Erleichtert? Reinhard Höppner? Ja, tatsächlich. Er ist eben ein ostdeutscher Politiker. Das heißt: Er hatte ein Leben vor der Politik, und offensichtlich kann er sich auch eines danach vorstellen.

Natürlich behaupten sie alle, dass sie das können. Kurt Biedenkopf sitzt mit Ehefrau Ingrid bei Beckmann und spricht davon, dass seine Schultern jetzt leichter sind, weil keine so schwere Verantwortung mehr auf ihnen lastet. Er ist froh darüber, dass er endlich keinen Chauffeur mehr hat und nicht mehr von Sicherheitspersonal umgeben ist. Sein Landtagsmandat will der ehemalige sächsische Ministerpräsident aber behalten. Weil ihm das die Freiheit gibt, ganz in Ruhe entscheiden zu können, was er jetzt machen will. 72 Jahre ist er alt.

Sie wollen nicht loslassen, die westdeutschen Politiker. Jedenfalls die Männer nicht. Oskar Lafontaine scheint zu glauben, dass ihn die Parteifreunde endlich, endlich wieder mitspielen lassen, wenn er nur laut genug schreit.
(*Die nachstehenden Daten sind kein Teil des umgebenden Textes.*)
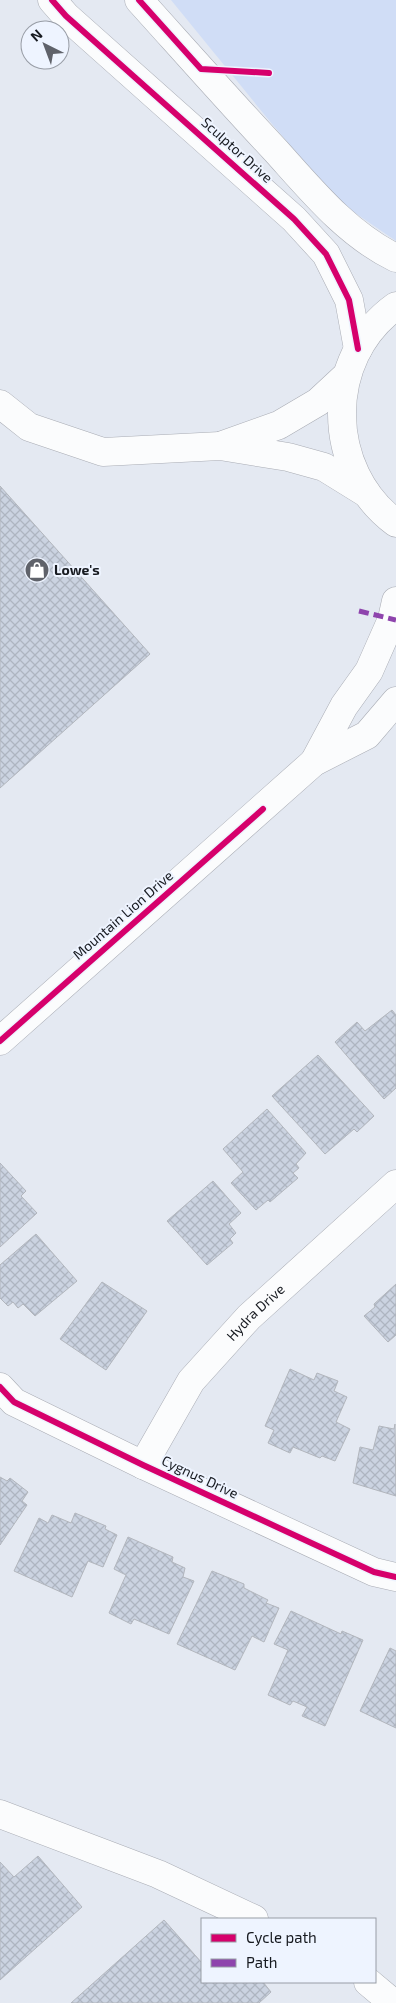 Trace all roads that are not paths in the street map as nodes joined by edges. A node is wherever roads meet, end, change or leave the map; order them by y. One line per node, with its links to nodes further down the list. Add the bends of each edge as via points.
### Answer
1 (52, 0): 5 (street, Sculptor Drive, via 294,219 326,254 349,300)
2 (139, 0): 3 (street, Sculptor Drive, via 316,195 352,228)
3 (396, 258)
4 (396, 306): 5 (street, via 383,315)
5 (358, 349): 6 (street)
6 (346, 376): 8 (street, via 318,402 278,425); 9 (street, via 342,406 343,437 351,466)
7 (0, 404): 8 (street, via 29,427 102,452)
8 (220, 446): 9 (street, via 288,457 324,467)
9 (366, 493): 10 (street)
10 (390, 518): 11 (street)
11 (396, 544)
12 (396, 601): 14 (street, Mountain Lion Drive, via 392,619 369,671 344,706)
13 (396, 701): 14 (street, Mountain Lion Drive, via 368,735)
14 (314, 762): 15 (street, Mountain Lion Drive)
15 (0, 1041)
16 (396, 1184): 18 (street, Hydra Drive, via 249,1317 191,1381)
17 (0, 1388): 18 (street, Cygnus Drive, via 14,1402)
18 (143, 1465): 19 (street, Cygnus Drive, via 374,1572)
19 (396, 1578)
20 (0, 1814): 21 (street, via 158,1874)
21 (252, 1918)
22 (369, 1983): 23 (street)
23 (393, 2003)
In der Bild-Zeitung macht sich der ehemalige SPD-Vorsitzende mit immer grobschlächtigeren Angriffen gegen die Regierung zum nützlichen Idioten der Opposition. Aber vielleicht kommt seine große Stunde ja wirklich noch. Dafür ist es offenbar nie zu spät. Dem Vernehmen nach will Edmund Stoiber jetzt Lothar Späth in seine Führungsmannschaft holen. Als „Mann von außen“. Wie bitte? Gehörte der 64-Jährige nicht recht lange zur CDU-Spitze? Egal.
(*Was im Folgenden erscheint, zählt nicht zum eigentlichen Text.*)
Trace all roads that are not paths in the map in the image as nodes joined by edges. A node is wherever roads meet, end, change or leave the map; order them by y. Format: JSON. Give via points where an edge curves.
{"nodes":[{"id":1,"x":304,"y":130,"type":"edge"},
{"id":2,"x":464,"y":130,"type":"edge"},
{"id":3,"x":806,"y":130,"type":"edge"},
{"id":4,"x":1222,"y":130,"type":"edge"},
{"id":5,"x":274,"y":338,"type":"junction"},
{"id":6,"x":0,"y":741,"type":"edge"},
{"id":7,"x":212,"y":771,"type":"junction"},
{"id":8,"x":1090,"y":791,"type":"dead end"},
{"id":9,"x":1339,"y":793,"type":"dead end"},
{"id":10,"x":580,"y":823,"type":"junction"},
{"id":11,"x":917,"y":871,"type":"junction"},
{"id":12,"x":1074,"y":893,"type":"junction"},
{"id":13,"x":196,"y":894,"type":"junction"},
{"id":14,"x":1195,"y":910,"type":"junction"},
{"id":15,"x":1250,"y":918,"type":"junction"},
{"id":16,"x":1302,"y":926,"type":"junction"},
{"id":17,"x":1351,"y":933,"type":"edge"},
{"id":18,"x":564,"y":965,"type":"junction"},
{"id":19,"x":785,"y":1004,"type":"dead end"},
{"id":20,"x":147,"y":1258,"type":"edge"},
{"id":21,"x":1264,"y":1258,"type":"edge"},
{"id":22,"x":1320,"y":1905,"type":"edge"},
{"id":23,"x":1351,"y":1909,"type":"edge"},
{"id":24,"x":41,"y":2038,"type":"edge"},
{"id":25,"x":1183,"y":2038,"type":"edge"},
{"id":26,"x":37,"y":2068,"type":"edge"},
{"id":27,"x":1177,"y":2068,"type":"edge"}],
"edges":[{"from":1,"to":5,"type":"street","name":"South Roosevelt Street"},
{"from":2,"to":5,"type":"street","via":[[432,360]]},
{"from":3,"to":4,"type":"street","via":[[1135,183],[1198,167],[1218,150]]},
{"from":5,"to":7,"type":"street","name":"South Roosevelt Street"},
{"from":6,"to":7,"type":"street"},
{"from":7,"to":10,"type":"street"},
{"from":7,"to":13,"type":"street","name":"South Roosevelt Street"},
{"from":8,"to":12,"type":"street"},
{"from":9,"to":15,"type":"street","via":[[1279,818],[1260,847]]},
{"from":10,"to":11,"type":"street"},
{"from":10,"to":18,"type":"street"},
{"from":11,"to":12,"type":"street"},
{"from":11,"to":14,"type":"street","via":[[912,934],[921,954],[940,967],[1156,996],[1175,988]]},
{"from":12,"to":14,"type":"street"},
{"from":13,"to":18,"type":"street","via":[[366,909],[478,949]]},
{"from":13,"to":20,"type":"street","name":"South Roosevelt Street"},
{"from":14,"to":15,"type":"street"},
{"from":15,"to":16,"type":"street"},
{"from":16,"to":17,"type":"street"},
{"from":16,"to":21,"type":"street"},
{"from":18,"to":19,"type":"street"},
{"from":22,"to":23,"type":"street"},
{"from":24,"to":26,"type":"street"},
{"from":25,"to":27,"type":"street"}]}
Reinhard Höppner hat am Wahlabend seinen Rückzug aus der Politik angekündigt, ohne ein einziges Mal davon zu sprechen, wie glücklich er ist, endlich mehr Zeit mit der Familie verbringen zu können. Wer wird am Abend des 22. September seinem Beispiel folgen? Bei Kneipengesprächen sinnieren in diesen Tagen auffallend viele derjenigen, die 1998 Rot-Grün gewählt haben, über die Zukunft der Regierungsprominenz im Falle einer Niederlage. Kann sich Gerhard Schröder in die Rolle des Oppositionsführers finden? Bleibt Joschka Fischer bei den Grünen? Und was wird aus Leuten wie Rezzo Schlauch? Mich interessiert etwas anderes eigentlich viel mehr. Haben vor vier Jahren auch die Anhänger der Union über ähnliche Fragen geredet?